## Step 3: Create FAISS indexes

In this notebook, we are going to use FAISS to create indexes for our searching engine.  
There are 2 ouputs for this notebook:
- *apparel_15to25_review_cosine.faissindex*, the index for the development dataset
- *apparel_10to14_review_cosine.faissindex*, the index for the evaluation dataset

In [1]:
# install the faiss-cpu when new env is provisioned
#!pip install faiss-cpu
#conda install -c pytorch faiss-cpu=1.7.4 mkl=2021

In [2]:
import faiss
import pandas as pd
import numpy as np

## Load the dataframe pickle files 


In [3]:
df_development = pd.read_pickle('../resources/data/apparel_15to25_embedding.pkl')
df_evaluation = pd.read_pickle('../resources/data/apparel_10to14_embedding.pkl')

## Create the FAISS index
We'll create the IndexFlatIP. IP stands for "inner product". If we have normalized vectors, then the inner product becomes cosine similarity.

Refernce:  
https://www.pinecone.io/learn/faiss-tutorial/
https://github.com/facebookresearch/faiss/wiki/Getting-started  
https://ai.plainenglish.io/speeding-up-similarity-search-in-recommender-systems-using-faiss-basics-part-i-ec1b5e92c92d


### Create the index for the development dataset

In [4]:
# initialize the IndexFlatIP with the embedding dimension 
index_dev = faiss.IndexFlatIP(len(df_development['embedding'][0]))
index_dev.is_trained

True

In [5]:
# create the embeddings array
# this array is required by faiss to be float32 
embeddings_dev = np.array(df_development['embedding'].to_list(), dtype='float32')
embeddings_dev.shape

(89103, 1536)

In [6]:
# Normalize the embeddings and add to to the index
faiss.normalize_L2(embeddings_dev)
index_dev.add(embeddings_dev)
index_dev.ntotal

89103

In [7]:
# Save the index 
# uncomment below line to save the index
#faiss.write_index(index_dev, '../resources/binary/apparel_15to25_review_cosine.faissindex')

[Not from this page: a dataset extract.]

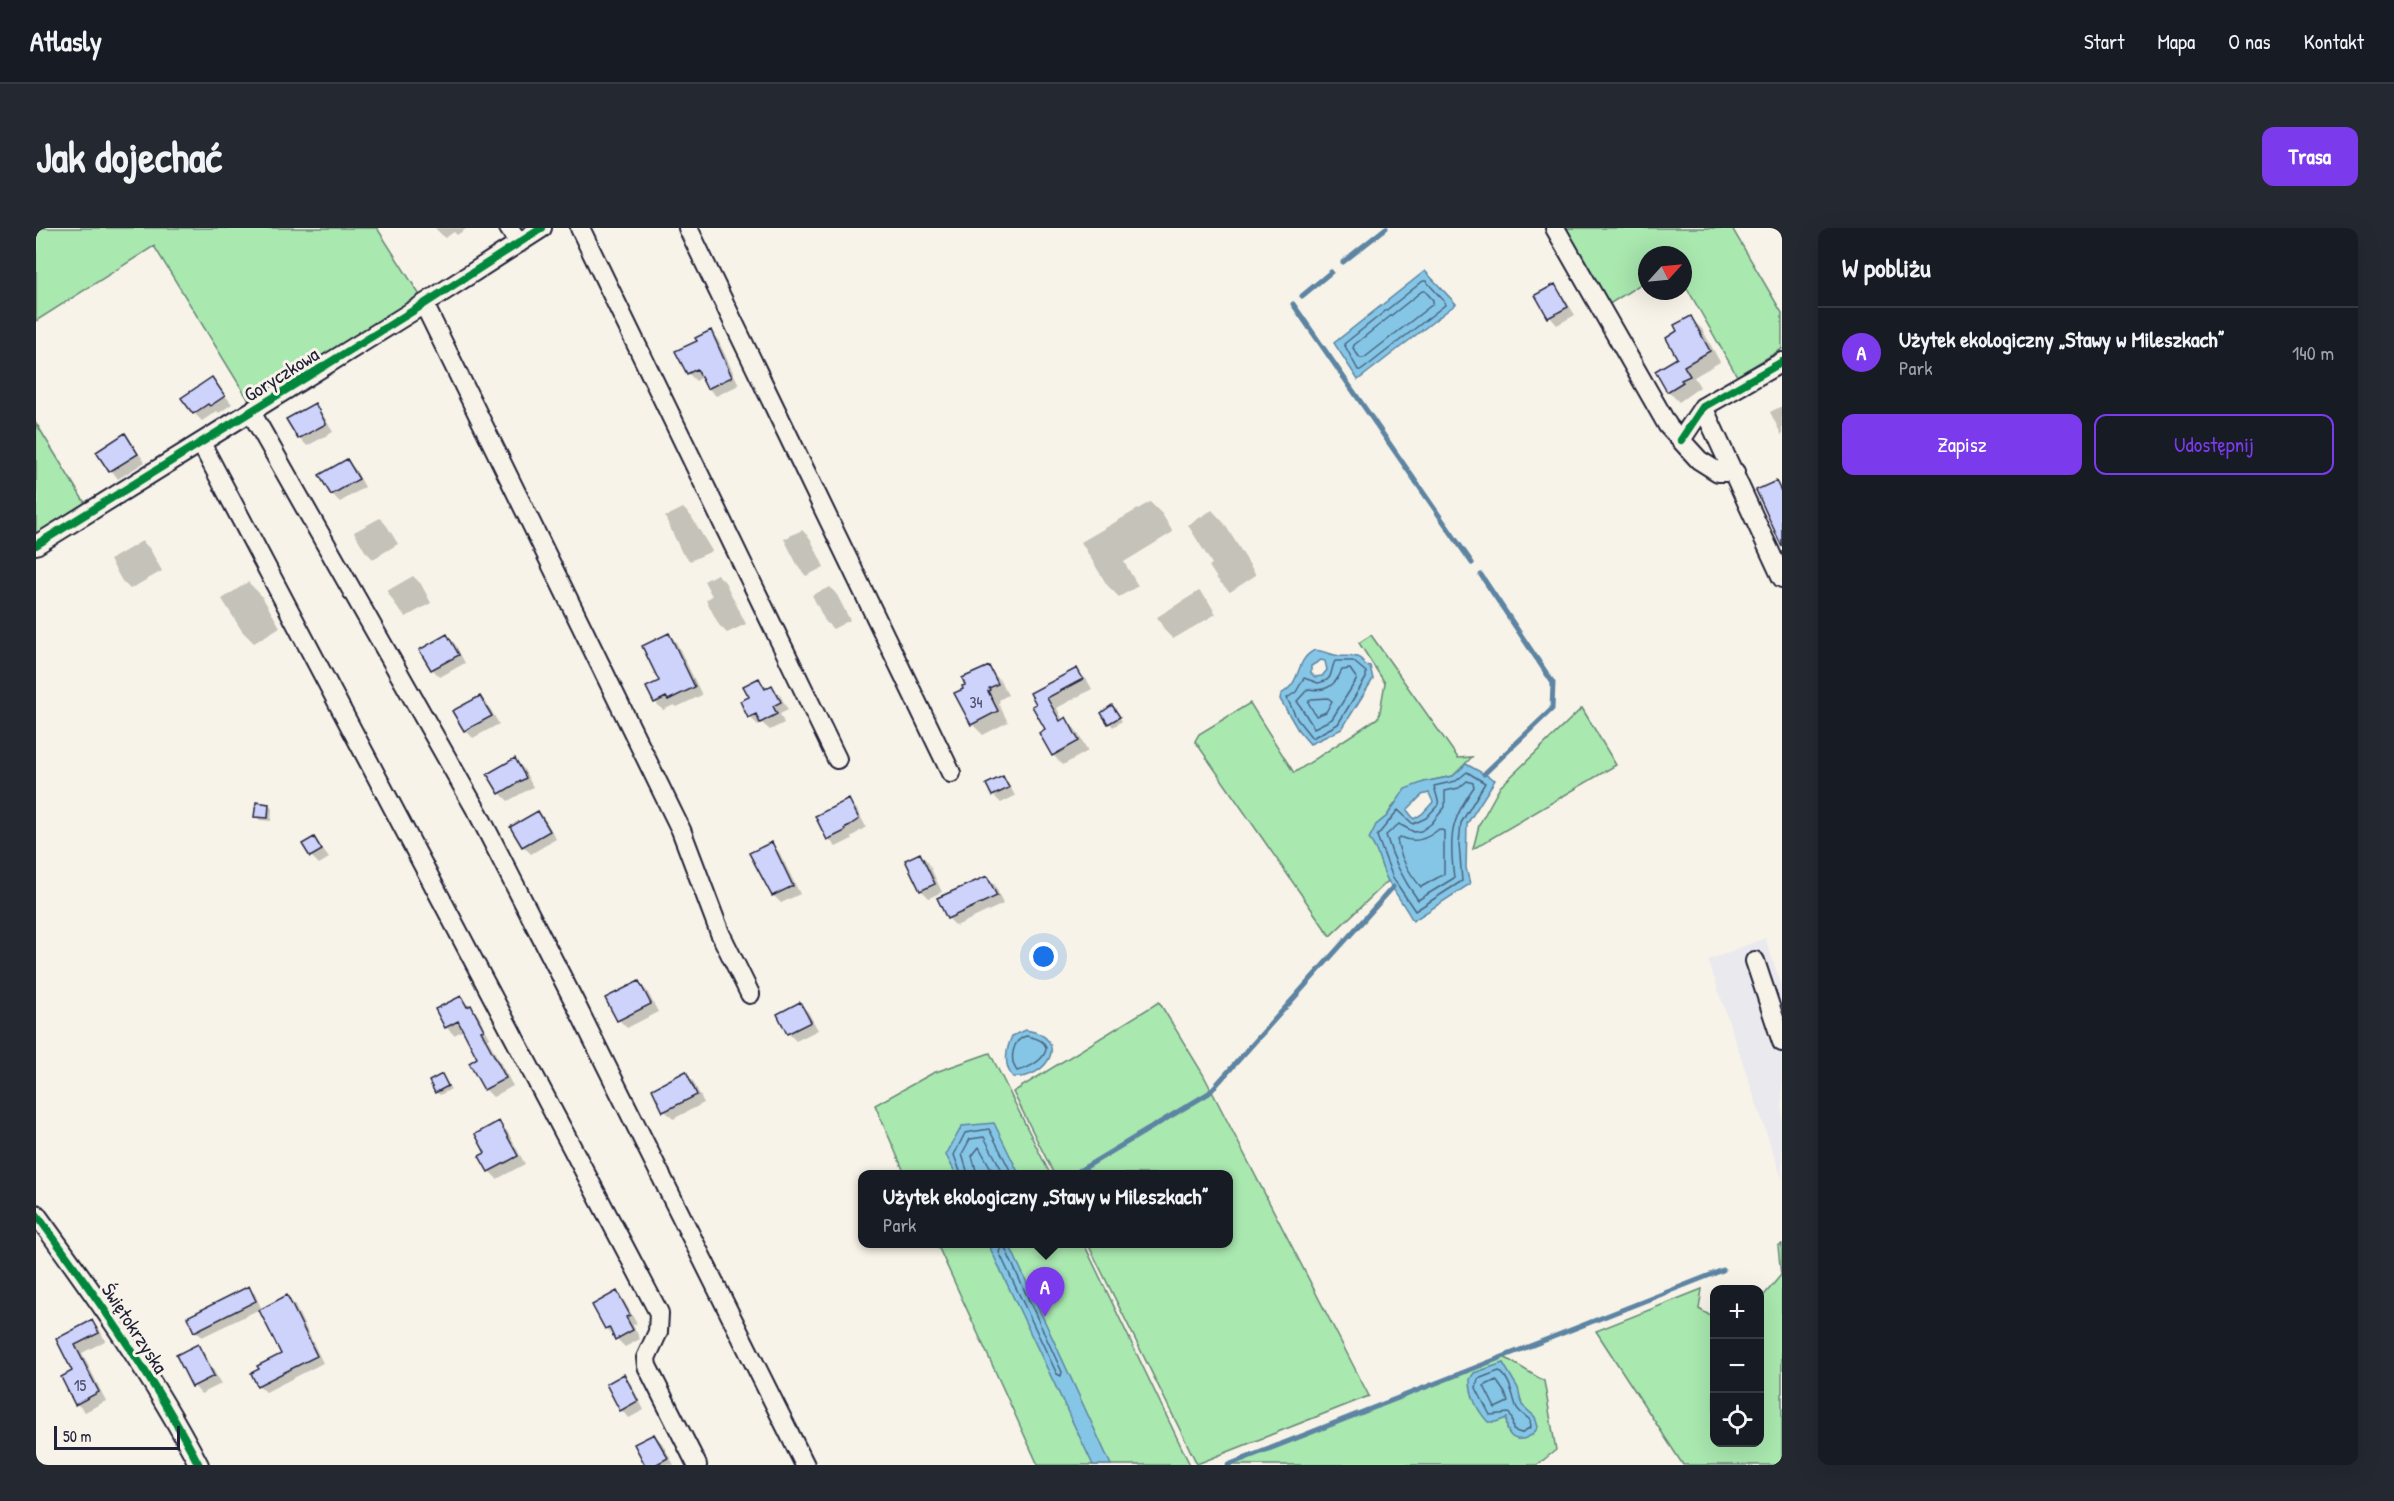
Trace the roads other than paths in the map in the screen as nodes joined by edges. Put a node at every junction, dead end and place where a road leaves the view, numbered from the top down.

### Create the index for the evaluation dataset

In [8]:
# initialize the IndexFlatIP with the embedding dimension 
index_eva = faiss.IndexFlatIP(len(df_evaluation['embedding'][0]))
index_eva.is_trained

True

In [9]:
# create the embeddings array
# this array is required by faiss to be float32 
embeddings_eva = np.array(df_evaluation['embedding'].to_list(), dtype='float32')
embeddings_eva.shape

(88918, 1536)

In [10]:
# Normalize the embeddings and add to to the index
faiss.normalize_L2(embeddings_eva)
index_eva.add(embeddings_eva)
index_eva.ntotal

88918

In [11]:
# Save the index 
# uncomment below line to save the index
#faiss.write_index(index_eva, '../resources/binary/apparel_10to14_review_cosine.faissindex')